Question: I visited the site of my new home and noticed a lot of water standing where the concrete walls will soon be poured. Won’t this be a problem for the quality of concrete in my footings? – Home Owner (Missouri)
Answer: This is a very common question, particularly during the predominantly rainy spring construction season. Concrete, as we know, is a basic mixture of water, cement, sand and large aggregate. There are also chemicals in virtually all of modern mixes for a variety of performance enhancements. One of the most critical parts of the mix design is the specified water-cementitious material ratio (w/cm). This specification will ultimately determine the effective strength properties of the mix as well as controlling the volumetric change during the hardening changes. This column has previously addressed the nature of increased water in mix designs.
At the very heart of this question is the basic idea that if a concrete mix is placed into water it will be harder for it to dry and therefore harden to be strong enough to support the structure. After all, most homeowners see concrete as a fluid that must first dry to get hard and if even more water is present, it must be like the glue their children use in school and weaken as the water mixes in. Although the homeowner may be justified with some concern for the presence of standing water, the strength of the concrete in the foundation is more than likely not part of it.
As a contractor, your duty is to provide assurance for the performance of your construction. When it comes to a concrete mix, that assurance includes some basic facts:
- The strength of a concrete mix comes from the ratio of water to cement (or cementitious material) and is referred to as the w/cm.
- Once created at the ready mix plant, the introduction of water “into” the mix will weaken the concrete and may upset the w/cm ratio more than the design calls for.
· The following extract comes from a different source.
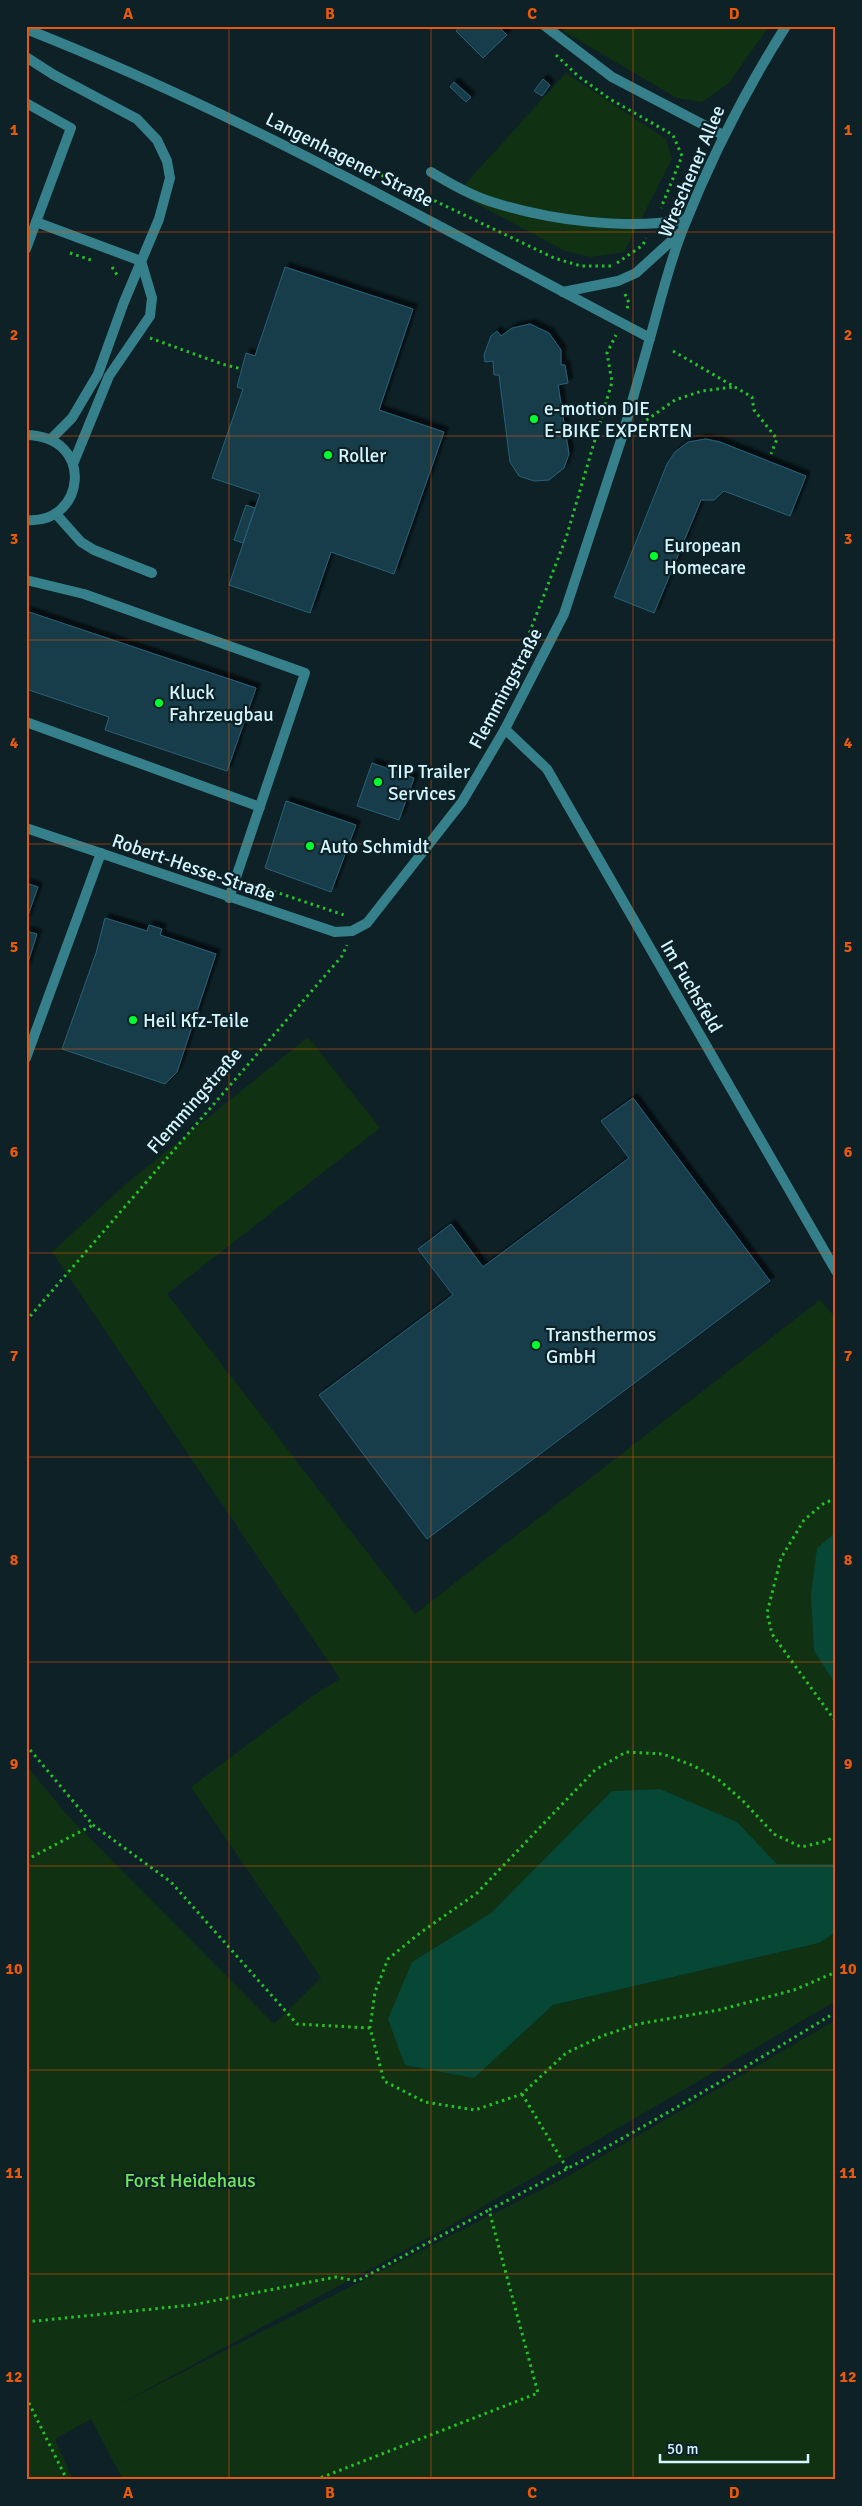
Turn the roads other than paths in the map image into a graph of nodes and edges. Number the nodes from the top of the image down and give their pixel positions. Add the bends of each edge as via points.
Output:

- Concrete weighs more than water and it will displace the water when introduced into any container or form rather than mixing with that water.
- Concrete hardens due to a chemical reaction and does not “dry” to harden. Water is required for the chemical reaction to occur with the cementitious material. Concrete piers for a bridge over a body of water is an excellent example of concrete hardening in water.
ACI 332-141 states in the commentary section R6.2.4:
…If the footing form permits water to exit, the hydraulic pressure of the concrete placement is sufficient to displace the water from the formed areas and prevent segregation.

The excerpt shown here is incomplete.